Permafrost is melting faster, plants are blooming at different times and warmer ocean temperatures mean less cold, deep water for certain types of fish. The longer summers and higher temperatures are causing impacts across the Arctic environment.

Scientists say the changes in Arctic weather are fueled by global warming. The trend is continuing this year, and a town in the Russian Arctic recorded a temperature of more than 100 degrees last week for the first time ever. The period between October 2018 and August 2019 was the second-warmest on record in the Arctic, and NOAA's 2019 Arctic Report Card noted remarkably early snowmelt in parts of the region. "Arctic temperatures are currently rising at twice the global average and climate projections indicate that the Arctic will continue to warm at a higher rate than the rest of the globe, which will lead to longer growing seasons," they wrote in the paper.Īverage temperatures in the Arctic rose 5 degrees between 19, according to a report published by the Arctic Monitoring and Assessment Program. Hoye and his fellow researchers noted that the climate at the Zackenberg station has changed significantly in the past two decades. (MORE: Antarctica's Adélie Penguins Are More Successful with Less Sea Ice ) "The large amount of data enables us to show how small animals in the Arctic nature change lives in line with climate change."
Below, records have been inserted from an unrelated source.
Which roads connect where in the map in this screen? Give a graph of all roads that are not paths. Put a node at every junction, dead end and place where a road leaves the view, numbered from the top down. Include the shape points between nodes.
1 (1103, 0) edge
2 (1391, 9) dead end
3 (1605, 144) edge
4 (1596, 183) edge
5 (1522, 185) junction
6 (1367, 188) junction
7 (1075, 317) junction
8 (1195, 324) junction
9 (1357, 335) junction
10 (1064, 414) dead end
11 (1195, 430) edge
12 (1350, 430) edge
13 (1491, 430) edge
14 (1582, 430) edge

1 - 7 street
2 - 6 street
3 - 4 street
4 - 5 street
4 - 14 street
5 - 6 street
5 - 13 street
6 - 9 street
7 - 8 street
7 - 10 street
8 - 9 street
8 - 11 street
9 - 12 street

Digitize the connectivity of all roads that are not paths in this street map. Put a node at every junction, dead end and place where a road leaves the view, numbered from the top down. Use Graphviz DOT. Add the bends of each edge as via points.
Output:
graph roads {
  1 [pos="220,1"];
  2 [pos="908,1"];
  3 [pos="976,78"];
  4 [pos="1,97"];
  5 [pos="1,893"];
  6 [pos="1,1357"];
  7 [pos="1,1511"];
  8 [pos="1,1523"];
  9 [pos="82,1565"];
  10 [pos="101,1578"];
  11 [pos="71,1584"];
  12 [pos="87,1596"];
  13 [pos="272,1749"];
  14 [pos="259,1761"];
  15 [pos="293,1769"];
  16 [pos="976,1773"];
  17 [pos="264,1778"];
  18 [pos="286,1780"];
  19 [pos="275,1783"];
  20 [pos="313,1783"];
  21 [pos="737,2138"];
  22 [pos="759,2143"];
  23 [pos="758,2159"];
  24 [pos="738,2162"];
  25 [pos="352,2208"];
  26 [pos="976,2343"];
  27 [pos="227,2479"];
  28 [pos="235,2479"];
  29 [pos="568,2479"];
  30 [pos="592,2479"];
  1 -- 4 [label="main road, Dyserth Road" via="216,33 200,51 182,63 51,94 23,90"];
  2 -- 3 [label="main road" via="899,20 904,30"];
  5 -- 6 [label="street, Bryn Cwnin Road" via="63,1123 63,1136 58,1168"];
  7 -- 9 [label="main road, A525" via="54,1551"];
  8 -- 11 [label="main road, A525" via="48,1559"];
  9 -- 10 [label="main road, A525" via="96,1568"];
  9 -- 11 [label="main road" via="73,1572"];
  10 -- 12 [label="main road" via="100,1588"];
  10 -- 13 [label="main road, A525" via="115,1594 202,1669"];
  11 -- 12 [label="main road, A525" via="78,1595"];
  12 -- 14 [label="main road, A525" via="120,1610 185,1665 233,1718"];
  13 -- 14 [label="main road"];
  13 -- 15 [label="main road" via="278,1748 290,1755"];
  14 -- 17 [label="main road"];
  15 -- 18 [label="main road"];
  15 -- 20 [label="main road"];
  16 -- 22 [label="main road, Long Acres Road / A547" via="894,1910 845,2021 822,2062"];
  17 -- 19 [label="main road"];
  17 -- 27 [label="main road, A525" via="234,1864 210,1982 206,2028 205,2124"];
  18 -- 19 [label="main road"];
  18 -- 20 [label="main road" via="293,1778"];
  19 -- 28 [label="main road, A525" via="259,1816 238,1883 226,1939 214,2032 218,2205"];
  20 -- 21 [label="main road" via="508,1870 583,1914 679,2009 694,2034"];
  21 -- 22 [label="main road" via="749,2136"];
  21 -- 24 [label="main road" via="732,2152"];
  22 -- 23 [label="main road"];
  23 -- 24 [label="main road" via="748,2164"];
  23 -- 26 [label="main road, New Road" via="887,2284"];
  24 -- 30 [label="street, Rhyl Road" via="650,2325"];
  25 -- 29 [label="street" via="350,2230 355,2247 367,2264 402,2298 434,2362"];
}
#ARCTIC WOLF SPIDER SERIES#
"We now have the longest time series of collected spiders from the Arctic," Toke Hoye, lead author on the study and an Arctic researcher at Aarhus University in Denmark, said in a news release. They discovered that, during years with earlier snowmelt, the spiders produced their first clutch earlier and were more likely to have a second clutch. Scientists at the Zackenberg Research Station in Northeast Greenland have been catching and studying the spiders for almost 20 years. Typically, wolf spiders in colder climates have only one batch of eggs, or a clutch, each year. Our results underscore the need for data reporting beyond overall trends in biomass or abundance and for including basic research on life history and ecology to achieve a more nuanced understanding of the sensitivity of Arctic and other arthropods to global changes.Warmer temperatures and an earlier start to spring in the Arctic are leading to a spider baby boom.Įarlier snowpack melt driven by warmer temperatures gives wolf spiders more time to produce more eggs, according to new research published this week in the journal Proceedings of the Royal Society B. Together, these data highlight the complexity of characterizing climate change responses even in relatively simple Arctic food webs. Contrary to expectation in this extreme polar environment, winter and fall conditions and positive density-dependent feedbacks were more common determinants of arthropod dynamics than summer temperature. Total abundance masked more complicated trajectories of family-level abundance, which also frequently varied among habitats. Family-level diversity showed the opposite pattern, suggesting increasing dominance of a small number of taxa. Unlike findings from temperate systems, we found a nonlinear pattern, with total arthropod abundance gradually declining during 1996 to 2014, followed by a sharp increase.
#ARCTIC WOLF SPIDER DRIVERS#
We utilized 24 y of abundance data from Zackenberg in High-Arctic Greenland to assess trends in abundance and diversity and identify potential climatic drivers of abundance changes. Clear imprints of climate on the behavior and life history of some Arctic arthropods have been demonstrated, but a synthesis of population-level abundance changes across taxa is lacking. Monitoring data from the Arctic are especially underrepresented, yet critical to uncovering and understanding some of the earliest biological responses to rapid environmental change. However, most arthropod monitoring programs are short-lived and restricted in taxonomic resolution. Time series data on arthropod populations are critical for understanding the magnitude, direction, and drivers of change.